HA nanoparticles/nanomaterials (nHA) present several advantages, such as the superior surface area, high stability under oxidizing and reducing conditions, and excellent cytocompatibility, with one main disadvantage being its tendency for agglomeration [18,19]. Ion doping of nHA can enhance biologic and functional properties, e.g., Fe-doped nHA has a more negative surface charge which increases its adhesion in osteoblastic cells in comparison to pure nHA; in addition, Fe ions, when present in both oxidation states (II, III), can induce superparamagnetic behaviour in nHA and further stimulate the differentiation and proliferation of stem cells [20,21,22].
Despite the recognised advantages of using nHA, there are environmental concerns.

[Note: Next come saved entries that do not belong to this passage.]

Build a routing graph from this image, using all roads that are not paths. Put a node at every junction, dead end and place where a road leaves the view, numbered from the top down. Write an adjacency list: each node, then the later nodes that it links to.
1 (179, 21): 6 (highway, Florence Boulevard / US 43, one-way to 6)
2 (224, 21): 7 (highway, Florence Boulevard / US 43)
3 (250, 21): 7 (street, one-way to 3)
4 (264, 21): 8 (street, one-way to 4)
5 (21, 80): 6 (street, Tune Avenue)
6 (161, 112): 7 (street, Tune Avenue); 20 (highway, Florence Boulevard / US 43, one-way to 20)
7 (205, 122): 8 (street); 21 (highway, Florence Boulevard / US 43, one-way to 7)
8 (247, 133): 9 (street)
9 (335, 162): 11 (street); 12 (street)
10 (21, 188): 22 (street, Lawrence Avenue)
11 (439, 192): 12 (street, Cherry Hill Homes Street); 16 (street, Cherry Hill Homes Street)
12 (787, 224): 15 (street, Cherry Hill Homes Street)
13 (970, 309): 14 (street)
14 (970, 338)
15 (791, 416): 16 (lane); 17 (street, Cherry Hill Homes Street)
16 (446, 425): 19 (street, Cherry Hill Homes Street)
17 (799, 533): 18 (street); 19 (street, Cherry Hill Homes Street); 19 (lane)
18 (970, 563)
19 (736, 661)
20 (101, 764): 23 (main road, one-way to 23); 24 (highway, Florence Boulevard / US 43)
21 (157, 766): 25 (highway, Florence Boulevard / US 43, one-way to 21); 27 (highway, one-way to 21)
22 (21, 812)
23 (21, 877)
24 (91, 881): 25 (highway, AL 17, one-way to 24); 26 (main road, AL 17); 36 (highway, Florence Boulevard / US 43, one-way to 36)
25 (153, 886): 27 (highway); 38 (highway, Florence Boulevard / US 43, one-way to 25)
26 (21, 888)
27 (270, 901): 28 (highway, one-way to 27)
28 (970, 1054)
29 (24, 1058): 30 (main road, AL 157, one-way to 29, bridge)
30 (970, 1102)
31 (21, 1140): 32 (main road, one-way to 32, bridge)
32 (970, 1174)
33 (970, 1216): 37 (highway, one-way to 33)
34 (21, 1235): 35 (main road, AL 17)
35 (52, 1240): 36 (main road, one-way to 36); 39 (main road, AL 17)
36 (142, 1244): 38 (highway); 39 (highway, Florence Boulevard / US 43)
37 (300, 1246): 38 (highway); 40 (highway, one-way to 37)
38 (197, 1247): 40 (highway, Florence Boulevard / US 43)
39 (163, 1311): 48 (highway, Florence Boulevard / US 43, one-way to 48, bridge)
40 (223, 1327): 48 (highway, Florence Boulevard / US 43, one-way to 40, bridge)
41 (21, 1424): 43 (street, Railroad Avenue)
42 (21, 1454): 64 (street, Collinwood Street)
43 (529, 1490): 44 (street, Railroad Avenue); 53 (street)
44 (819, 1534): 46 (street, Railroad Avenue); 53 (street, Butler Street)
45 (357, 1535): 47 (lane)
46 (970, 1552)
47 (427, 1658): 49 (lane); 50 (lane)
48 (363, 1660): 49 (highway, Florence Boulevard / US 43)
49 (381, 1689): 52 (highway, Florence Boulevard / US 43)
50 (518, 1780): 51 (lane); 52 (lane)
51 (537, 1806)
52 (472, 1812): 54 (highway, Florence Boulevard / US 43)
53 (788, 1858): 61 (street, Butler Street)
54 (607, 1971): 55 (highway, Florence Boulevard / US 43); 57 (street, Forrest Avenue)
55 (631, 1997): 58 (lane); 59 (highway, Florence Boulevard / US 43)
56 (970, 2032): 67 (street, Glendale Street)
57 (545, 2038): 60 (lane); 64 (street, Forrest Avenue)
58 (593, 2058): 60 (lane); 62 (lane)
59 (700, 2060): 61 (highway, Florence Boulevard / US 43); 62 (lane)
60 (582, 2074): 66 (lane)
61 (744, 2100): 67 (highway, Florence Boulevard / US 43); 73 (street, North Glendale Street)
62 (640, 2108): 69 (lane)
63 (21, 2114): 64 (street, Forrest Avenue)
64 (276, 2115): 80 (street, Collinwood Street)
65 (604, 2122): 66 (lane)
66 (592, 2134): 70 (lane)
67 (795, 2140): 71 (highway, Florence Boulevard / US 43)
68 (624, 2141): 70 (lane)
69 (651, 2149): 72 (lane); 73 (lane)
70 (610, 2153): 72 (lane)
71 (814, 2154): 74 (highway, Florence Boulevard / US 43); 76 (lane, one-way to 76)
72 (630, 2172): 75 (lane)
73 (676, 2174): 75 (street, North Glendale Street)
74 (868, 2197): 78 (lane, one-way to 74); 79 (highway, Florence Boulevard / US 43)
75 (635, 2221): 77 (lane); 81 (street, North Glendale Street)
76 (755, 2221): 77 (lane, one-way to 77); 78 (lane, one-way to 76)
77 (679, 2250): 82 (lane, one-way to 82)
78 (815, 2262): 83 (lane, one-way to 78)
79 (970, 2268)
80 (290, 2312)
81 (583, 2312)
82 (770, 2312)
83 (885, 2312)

For instance, nHA were demonstrated to delay hatching in zebrafish (Danio rerio) embryos [23], and to distress the neuronal development and behaviour of the fruit fly Drosophila melanogaster [24]. nHA, as other nanomaterials, can reach the soil by direct spill (including accidental) during production, use and release of NMs and NMs containing products, or also indirectly by emission via the effluent of waste water treatment plants (WWTPs), application of biosolids to soil, or leachates from landfills [25]. After reaching the soil, nHA is not expected to be leached down more than 5% [26], hence the animals inhabiting the top layer of the soil are at high risk. Studies on the toxic effects of nHA to soil living invertebrates are currently absent. Further, there has been a growing concern on the long-term effects of stressors, particularly chemicals, and the importance of multigenerational exposure is well recognized [27].
In the present study, we aimed to assess the effects of five nHA materials to the standard model species Folsomia candida (Collembola), based on the standard 28 days reproduction test [28] and the 56 days of standard extension [29,30]. F. candida has a worldwide distribution and is a model species in the soil ecotoxicology studies for more than 40 years. Because it is a detritivore arthropod that lives throughout the upper soil profile, it was selected due to being a non-target species that is a potential receptor for nHA. The assessed endpoints included survival, reproduction and size. The tested nHA include: (1) a commercial hydroxyapatite (Sigma-HA), (2) an undoped calcium hydroxyapatite obtained by wet synthesis (CaP-HA) plus three ion-doped nHA materials, i.e., (3) superparamagnetic iron-doped hydroxyapatite (Fe-HA), (4) titanium-doped hydroxyapatite (Ti-HA), and (5) an alginate/titanium-doped hydroxyapatite hybrid composite (Ti-HA-Alg). We here hypothesize that the toxicity of the different nHA materials will increase after long-term exposure.

2. Materials and Methods

2.1. Test Organisms

The standard test species Folsomia candida (Collembola) was used. Organisms were cultured on a moist substrate of the plaster of Paris and activated charcoal (8:1 ratio), at 20 ± 1 °C, under a photoperiod of 16:8 h (light:dark). Individuals were fed weekly with dried baker’s yeast (Saccharomyces cerevisiae). Cultures were synchronized to obtain age synchronized juveniles (10–12 days old).

2.2. Test Soil

The natural standard LUFA 2.2 soil (LUFA Speyer, Germany) was used for the experiments and is characterized as follows: pH (0.01 M CaCl2): 5.6 ± 0.4; organic carbon: 1.71 ± 0.30%; cation exchange capacity (CEC): 9.2 ± 1.4 meq/100 g; maximum water holding capacity (maxWHC): 44.8 ± 2.9 g/100 g; texture: 8.0 ± 1.5% clay, 13.7 ± 1.0% silt, and 78.3 ± 1.0% sand content.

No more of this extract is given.